May was well on the way to being a complete bust — disappointing, but not unexpected since incoming traffic has been down due to the now-familiar reason and I’ve been on the road even less than usual.
Then I pulled into the area behind Kenny Belain’s Mid-Island Automotive to get Malvina Forester inspected. (Malvina usually gets inspected in March, the month I bought her and brought her home, but serious COVID-19 shutdowns began in March and the Registry of Motor Vehicles gave all of us March and April inspectees an extra 60 days to get current.) What should I spot while the mechanic was checking Malvina out but Kansas.
Of course I had to look more closely, because plenty of the vehicles on Kenny’s back lot haven’t been driveworthy for some time and their plates, if any, may be years out of date. But Kansas was current, the plate mounted on an SUV that looked ready to hit the road at any time.
So we’re up to 36 on the year.
One new sighting seemed pretty pathetic for May, so I went back to previous Mays to see how 2020 stacked up. Turns out I only spotted two in May 2019, but I made two off-island weekend road trips that month, one to Boston for my 50th high school reunion and one to Canandaigua to pick up my now-14-month-old puppy.

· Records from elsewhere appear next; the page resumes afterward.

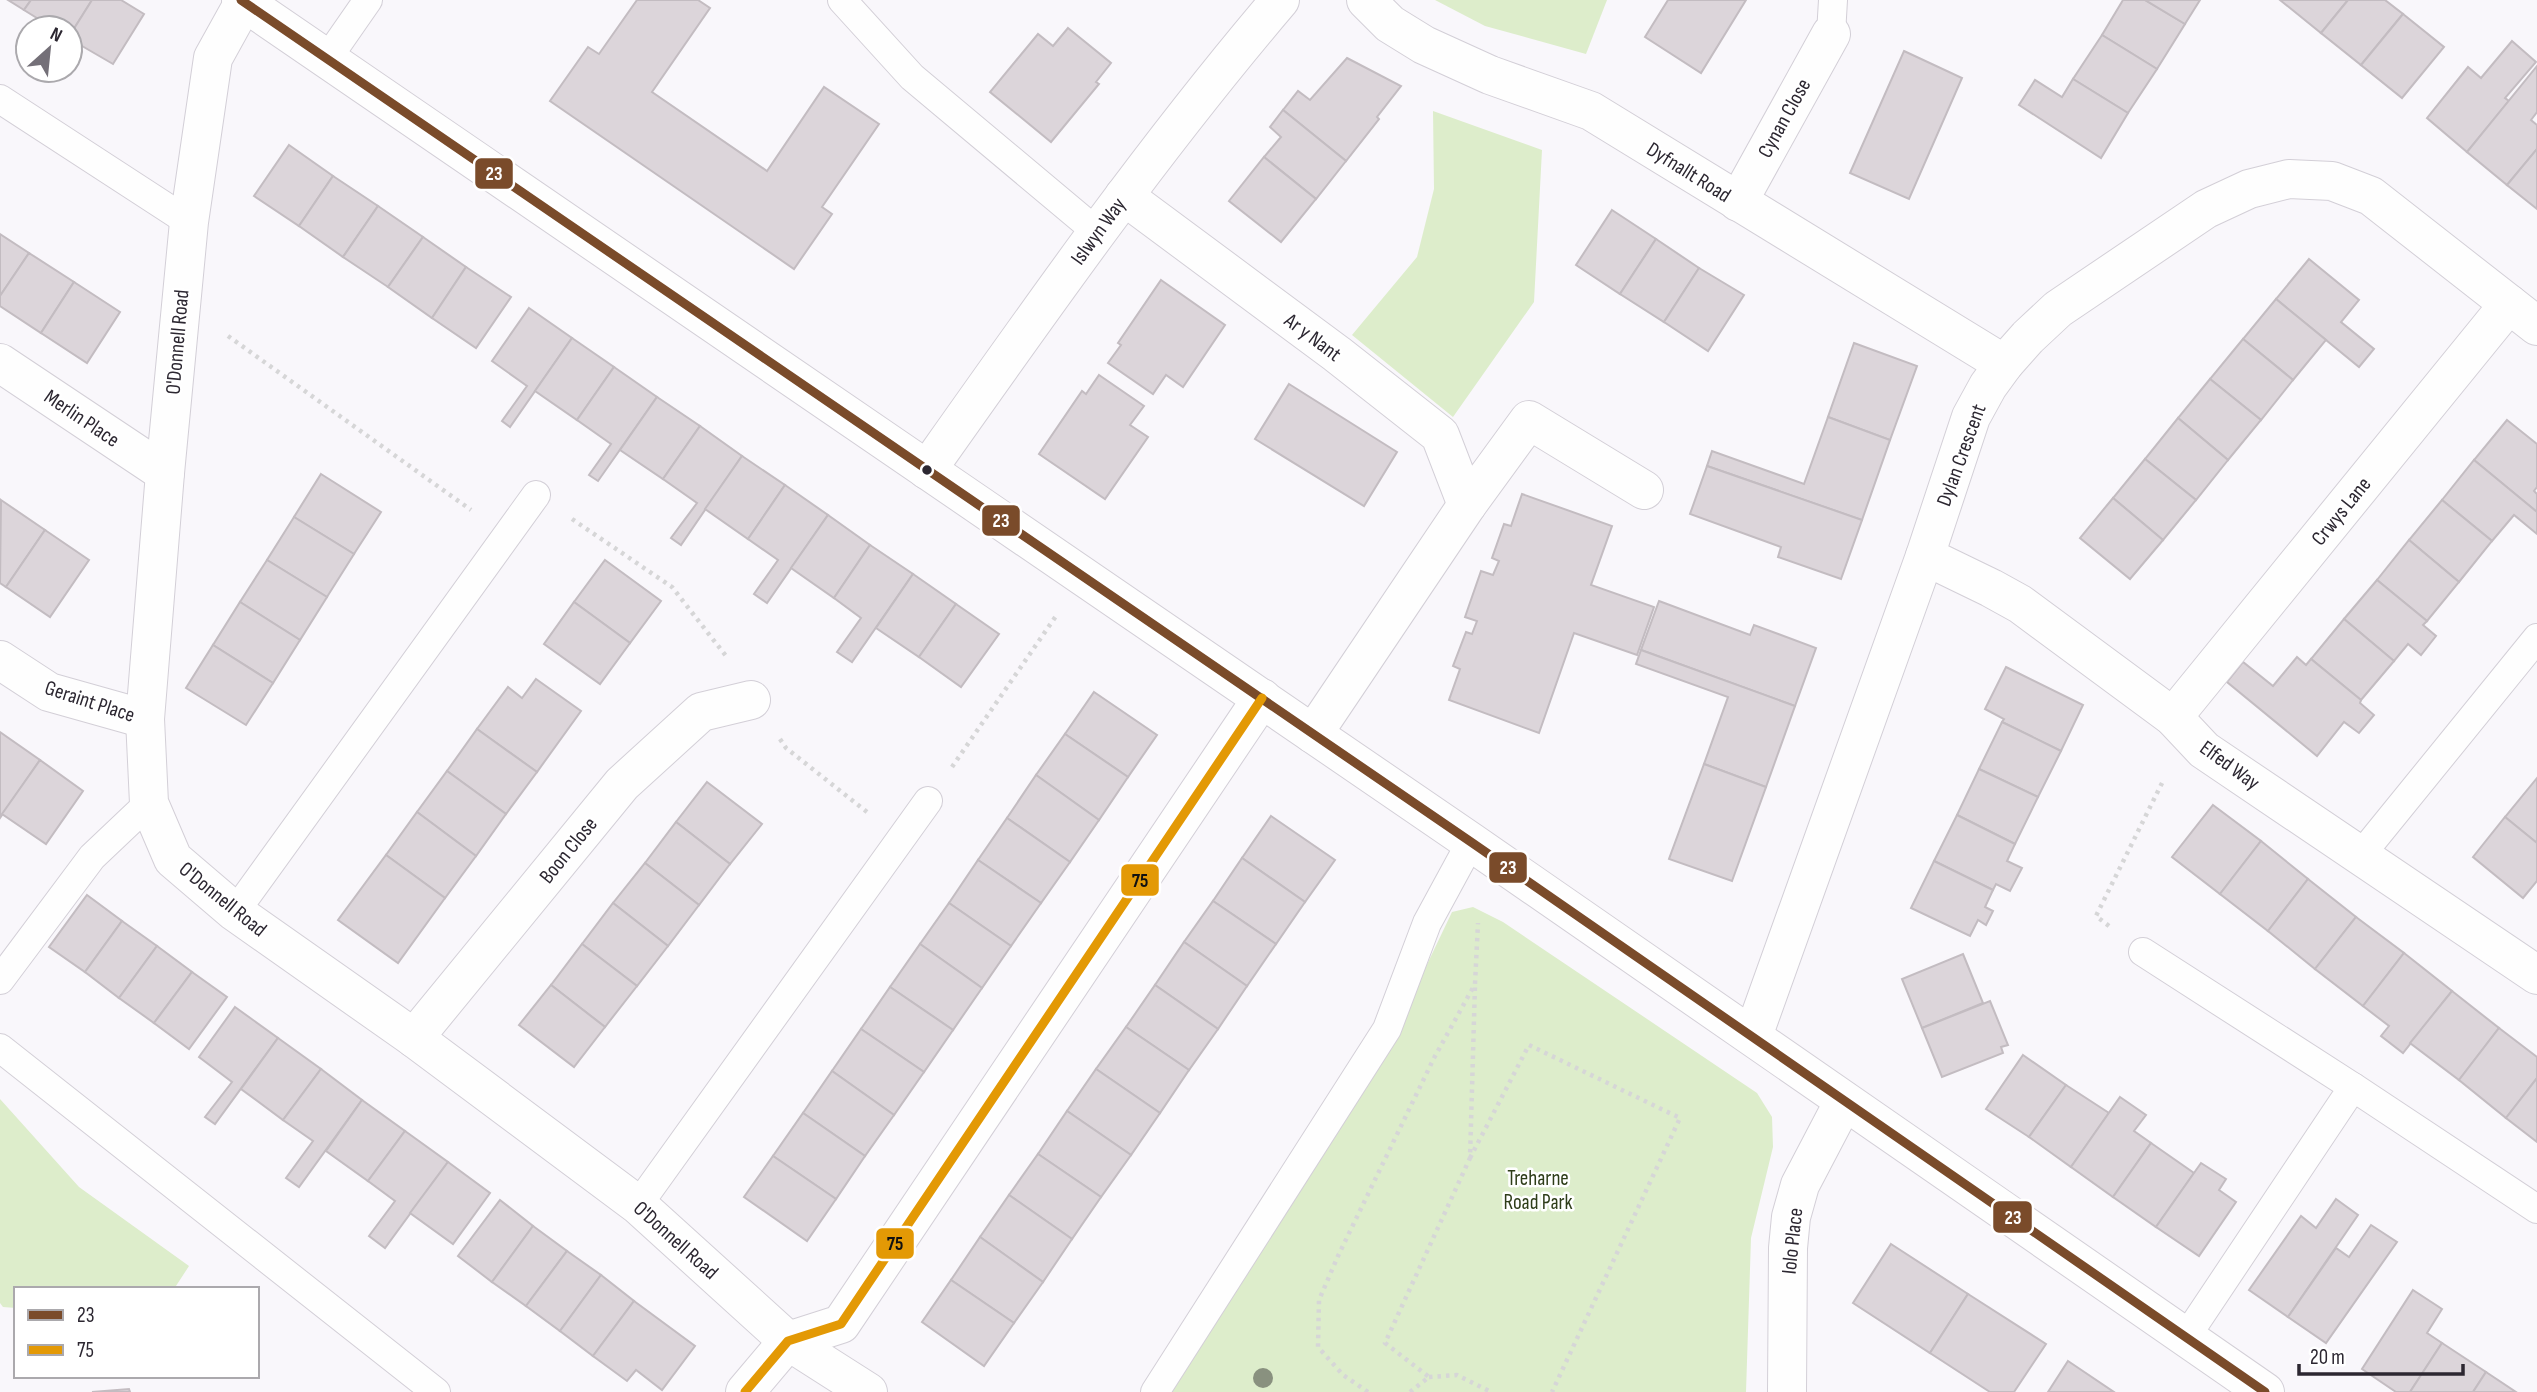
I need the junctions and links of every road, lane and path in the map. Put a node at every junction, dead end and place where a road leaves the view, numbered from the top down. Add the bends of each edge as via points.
1 (368, 0) edge
2 (842, 0) edge
3 (1280, 0) edge
4 (1366, 0) edge
5 (243, 1) edge
6 (1832, 17) edge
7 (327, 59) junction
8 (0, 99) edge
9 (1124, 196) junction
10 (1738, 202) junction
11 (189, 222) junction
12 (1097, 232) junction
13 (181, 303) junction
14 (2523, 315) edge
15 (0, 363) edge
16 (2004, 364) junction
17 (927, 470) junction
18 (165, 472) junction
19 (1644, 490) dead end
20 (536, 495) junction
21 (1467, 505) junction
22 (1925, 556) junction
23 (1084, 577) junction
24 (2537, 638) edge
25 (0, 660) edge
26 (1262, 698) junction
27 (751, 700) junction
28 (2173, 718) junction
29 (145, 719) junction
30 (1313, 734) junction
31 (928, 801) junction
32 (149, 803) junction
33 (1471, 842) junction
34 (2360, 856) junction
35 (1507, 868) junction
36 (235, 912) junction
37 (2143, 952) joint
38 (2537, 975) edge
39 (0, 980) edge
40 (1475, 984) junction
41 (1753, 1036) junction
42 (414, 1038) junction
43 (0, 1048) edge
44 (2353, 1087) junction
45 (1844, 1101) junction
46 (1469, 1158) junction
47 (638, 1205) junction
48 (2537, 1209) edge
49 (2186, 1337) junction
50 (788, 1341) junction
51 (1429, 1377) junction
52 (436, 1392) edge
53 (745, 1392) edge
54 (868, 1392) edge
55 (1155, 1392) edge
56 (1368, 1392) edge
57 (1410, 1392) edge
58 (1491, 1392) edge
59 (1552, 1392) edge
60 (1787, 1392) edge
61 (2265, 1392) edge

1 - 7 lane
2 - 12 lane via 912,77
3 - 9 street, Islwyn Way
4 - 10 street, Dyfnallt Road via 1423,45 1591,111
5 - 7 street
5 - 11 street, O'Donnell Road via 213,58
6 - 10 street, Cynan Close
7 - 17 street
8 - 11 lane
9 - 12 street, Islwyn Way
9 - 21 street, Ar y Nant via 1440,435
10 - 16 street, Dyfnallt Road
11 - 13 street, O'Donnell Road
12 - 17 street, Islwyn Way
13 - 18 street, O'Donnell Road
13 - 20 path via 472,511
14 - 16 street, Dylan Crescent via 2371,196 2332,181 2289,178 2249,189 2206,209 2058,309
14 - 28 street, Crwys Lane
15 - 18 street, Merlin Place
16 - 22 street, Dylan Crescent via 1971,418
17 - 23 street
18 - 29 street, O'Donnell Road
19 - 21 street via 1529,420
20 - 27 path via 672,587 721,647
20 - 36 lane
21 - 30 street
22 - 28 street, Elfed Way via 2020,604
22 - 41 street, Dylan Crescent
23 - 26 street
23 - 31 path
24 - 34 lane
25 - 29 street, Geraint Place via 49,692
26 - 30 street
26 - 50 street via 841,1324
27 - 31 path via 786,748 873,817
27 - 42 street, Boon Close via 701,712 622,784
28 - 34 street, Elfed Way via 2204,750
28 - 37 path via 2176,756 2096,916
29 - 32 street, O'Donnell Road
30 - 33 street
31 - 47 lane
32 - 36 street, O'Donnell Road via 173,859
32 - 39 lane via 92,857
33 - 35 street
33 - 55 lane via 1427,923 1387,1029
34 - 38 street, Elfed Way
35 - 40 path via 1479,911
35 - 41 street
36 - 42 street, O'Donnell Road
37 - 44 lane
40 - 46 path
40 - 56 path via 1434,1058 1319,1300 1318,1347 1343,1375
41 - 45 street
42 - 47 street, O'Donnell Road
43 - 52 lane
44 - 48 lane
44 - 49 lane
45 - 49 street
45 - 60 street, Iolo Place via 1800,1185 1791,1217
46 - 51 path via 1385,1343
46 - 59 path via 1529,1045 1680,1118
47 - 50 street, O'Donnell Road
49 - 61 street
50 - 53 street
50 - 54 street, O'Donnell Road
51 - 57 path
51 - 58 path via 1457,1375

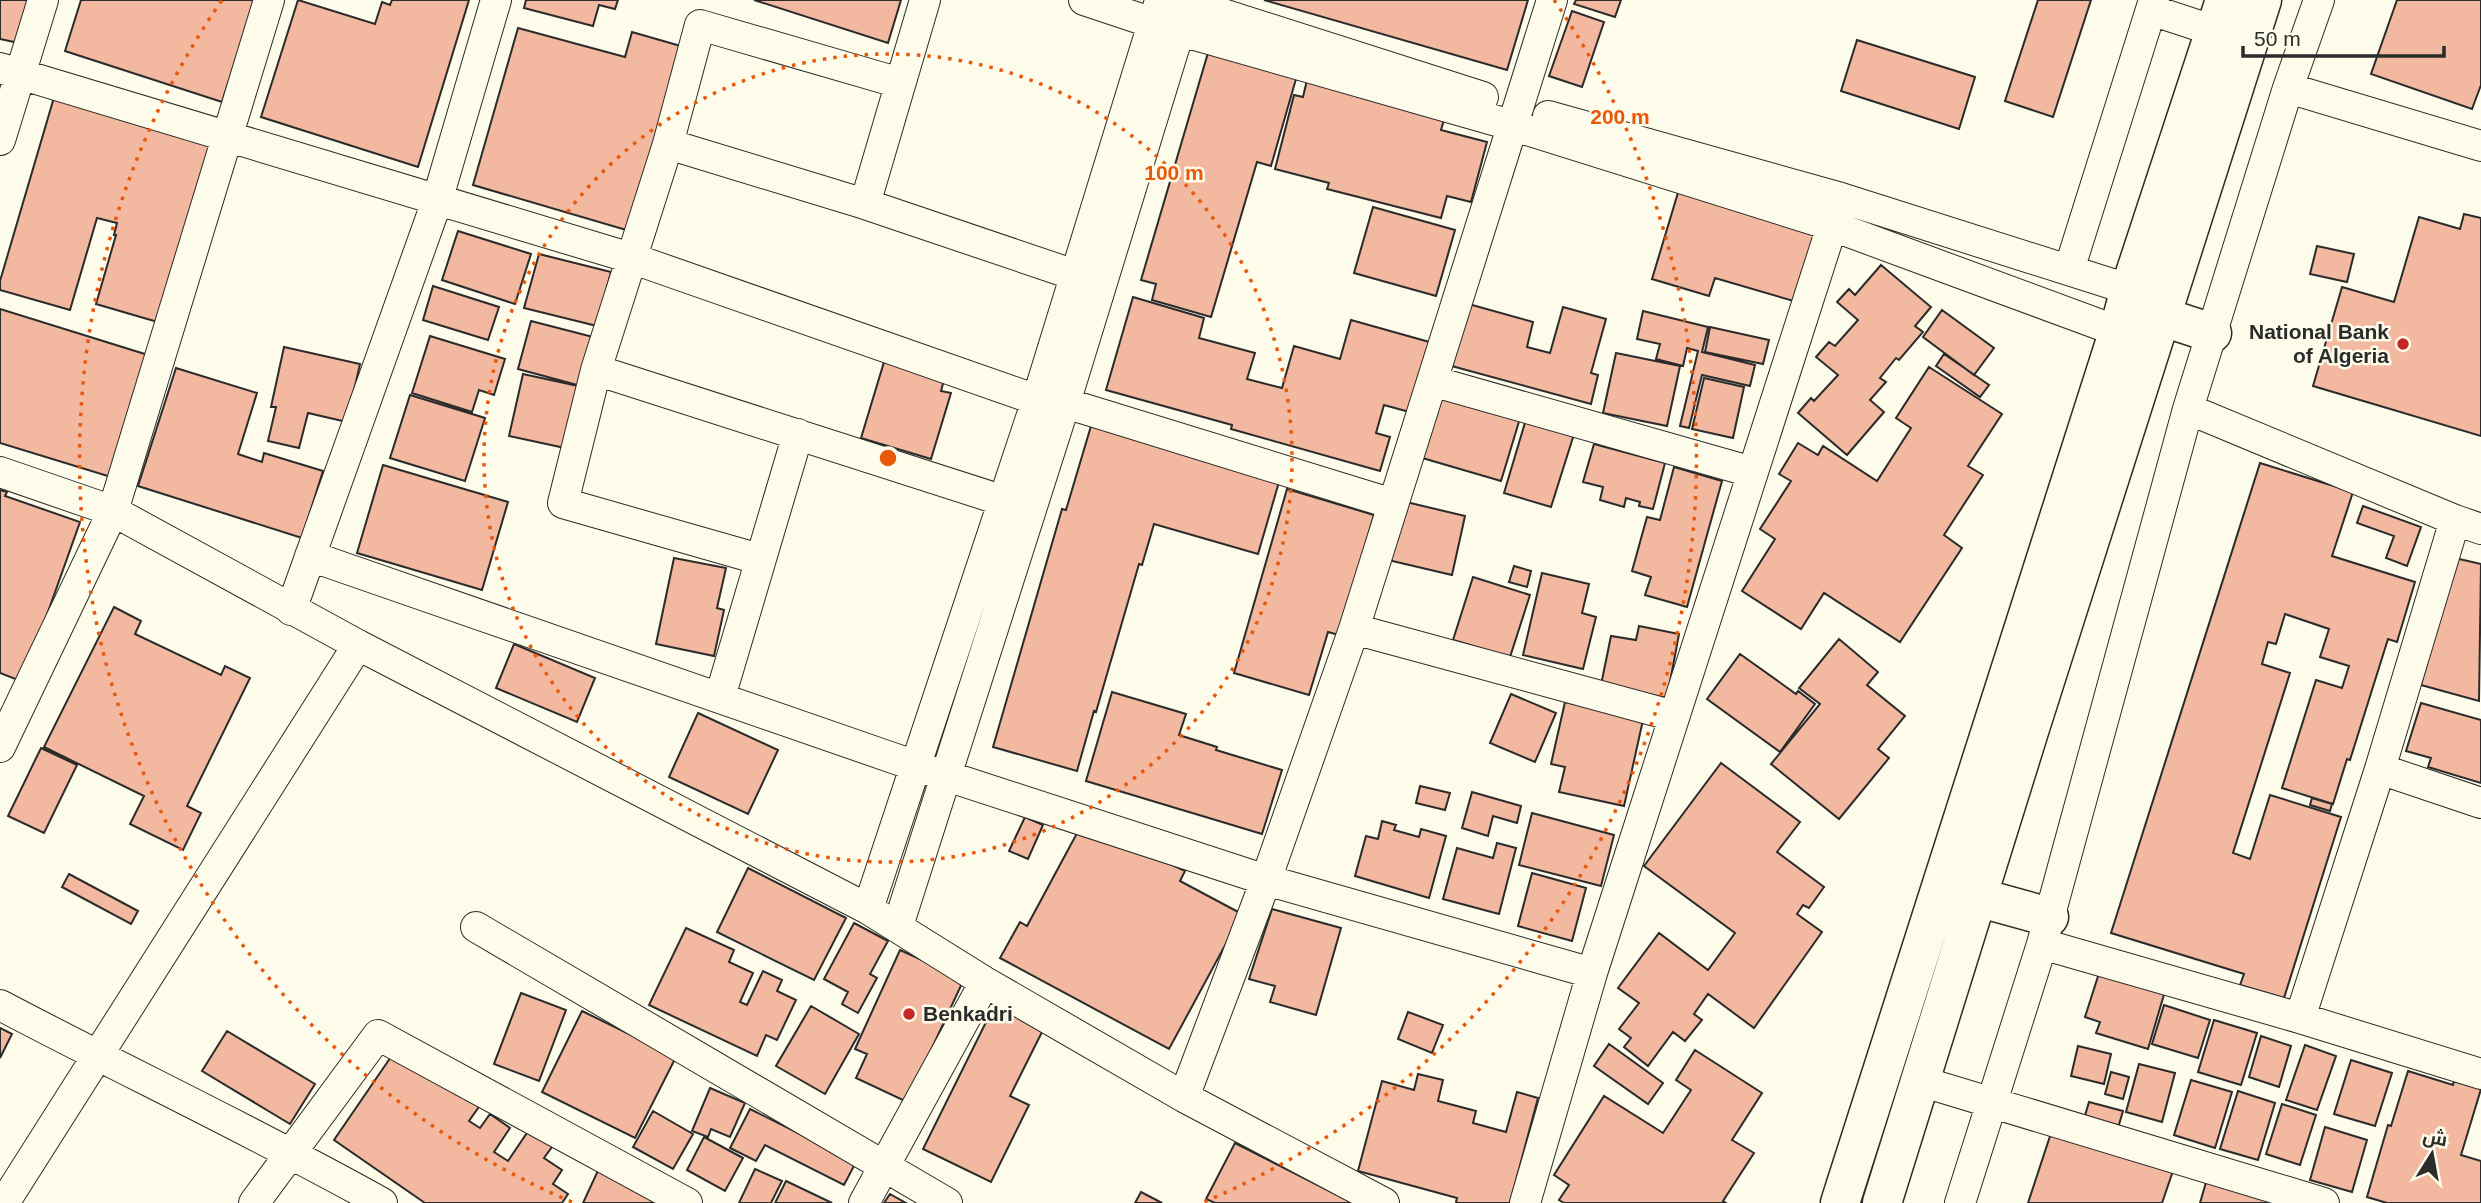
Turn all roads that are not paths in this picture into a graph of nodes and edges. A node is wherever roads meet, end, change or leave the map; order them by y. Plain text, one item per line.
1 (43, 0) edge
2 (269, 0) edge
3 (496, 0) edge
4 (925, 0) edge
5 (1084, 0) edge
6 (1552, 0) edge
7 (2262, 0) edge
8 (2319, 0) edge
9 (2152, 5) edge
10 (1175, 9) edge
11 (2220, 15) edge
12 (10, 72) edge
13 (900, 83) junction
14 (2288, 88) junction
15 (1515, 116) junction
16 (226, 137) junction
17 (0, 140) edge
18 (668, 144) junction
19 (2481, 146) edge
20 (437, 201) junction
21 (865, 204) junction
22 (1836, 211) junction
23 (631, 258) junction
24 (2069, 270) junction
25 (1075, 275) junction
26 (2130, 289) junction
27 (2161, 321) junction
28 (2118, 332) junction
29 (2212, 333) junction
30 (596, 370) junction
31 (1432, 381) junction
32 (1051, 402) junction
33 (2188, 409) junction
34 (798, 435) junction
35 (0, 472) edge
36 (1752, 472) junction
37 (1393, 504) junction
38 (1017, 505) junction
39 (113, 511) junction
40 (2468, 524) edge
41 (310, 556) junction
42 (759, 559) junction
43 (291, 610) junction
44 (1354, 629) junction
45 (358, 645) junction
46 (720, 697) junction
47 (1674, 716) junction
48 (0, 747) edge
49 (916, 766) junction
50 (2379, 769) junction
51 (946, 775) junction
52 (2481, 803) edge
53 (1266, 880) junction
54 (1977, 897) junction
55 (868, 909) junction
56 (898, 926) junction
57 (476, 927) dead end
58 (2045, 931) junction
59 (1592, 973) junction
60 (985, 982) junction
61 (0, 1005) edge
62 (2300, 1018) junction
63 (98, 1057) junction
64 (2481, 1074) edge
65 (1920, 1081) junction
66 (1184, 1097) junction
67 (1991, 1104) junction
68 (290, 1152) junction
69 (883, 1166) junction
70 (4, 1203) edge
71 (254, 1203) edge
72 (382, 1203) edge
73 (687, 1203) edge
74 (863, 1203) edge
75 (947, 1203) edge
76 (1384, 1203) edge
77 (1525, 1203) edge
78 (1840, 1203) edge
79 (1882, 1203) edge
80 (1960, 1203) edge
81 (2324, 1203) edge

1 - 12 street
2 - 16 street
3 - 20 street
4 - 13 street
5 - 10 street
6 - 15 street
7 - 27 highway
8 - 14 street
9 - 11 street
9 - 24 street
10 - 15 street
10 - 25 street
10 - 32 street
11 - 26 highway
12 - 16 street
12 - 17 street
13 - 18 street
13 - 21 street
14 - 19 street
14 - 29 street
15 - 22 street
15 - 31 street
16 - 20 street
16 - 39 street
18 - 21 street
18 - 23 street
20 - 23 street
20 - 41 street
21 - 25 street
22 - 24 street
22 - 28 street
22 - 36 street
23 - 30 street
23 - 32 street
24 - 26 street
25 - 32 street
26 - 27 street
26 - 28 highway
27 - 28 street
27 - 29 highway
27 - 54 highway
28 - 78 highway
29 - 33 street
30 - 34 street
30 - 42 street
31 - 36 street
31 - 37 street
32 - 37 street
32 - 38 street
33 - 40 street
33 - 58 street
34 - 38 street
34 - 42 street
35 - 39 street
36 - 47 street
37 - 44 street
38 - 49 street
38 - 51 street
39 - 43 street
39 - 48 street
40 - 50 street
41 - 43 street
41 - 46 street
42 - 46 street
43 - 45 street
44 - 47 street
44 - 53 street
45 - 55 street
45 - 63 street
46 - 49 street
47 - 59 street
49 - 51 street
49 - 55 street
50 - 52 street
50 - 62 street
51 - 53 street
51 - 56 street
53 - 59 street
53 - 66 street
54 - 58 highway
54 - 65 highway
55 - 56 street
56 - 60 street
57 - 69 street
58 - 62 street
58 - 67 street
59 - 77 street
60 - 66 street
60 - 69 street
61 - 63 street
62 - 64 street
63 - 68 street
63 - 70 street
65 - 67 street
65 - 79 highway
66 - 76 street
67 - 80 street
67 - 81 street
68 - 71 street
68 - 72 street
68 - 73 street
69 - 74 street
69 - 75 street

The haul in May 2018 was considerably better — six! That’s more like it, I thought, till I went back another year: only two new ones in May 2017 — but that report included this note: “The tally was disappointing till I consulted my maps for previous years. They reminded me that May often isn’t a big month for new spottings. 2016 brought just one (Missouri) and 2015 two (Idaho and Utah).”
Turns out my expectations for May, and my disappointment that they were not met, were not supported by the facts, and since “the facts” were gathered by me personally, it was futile to argue with them. Statistics can be used to mislead, distort, and maybe even lie, but they do come in handy sometimes. We’ll see if I remember this when next May rolls around.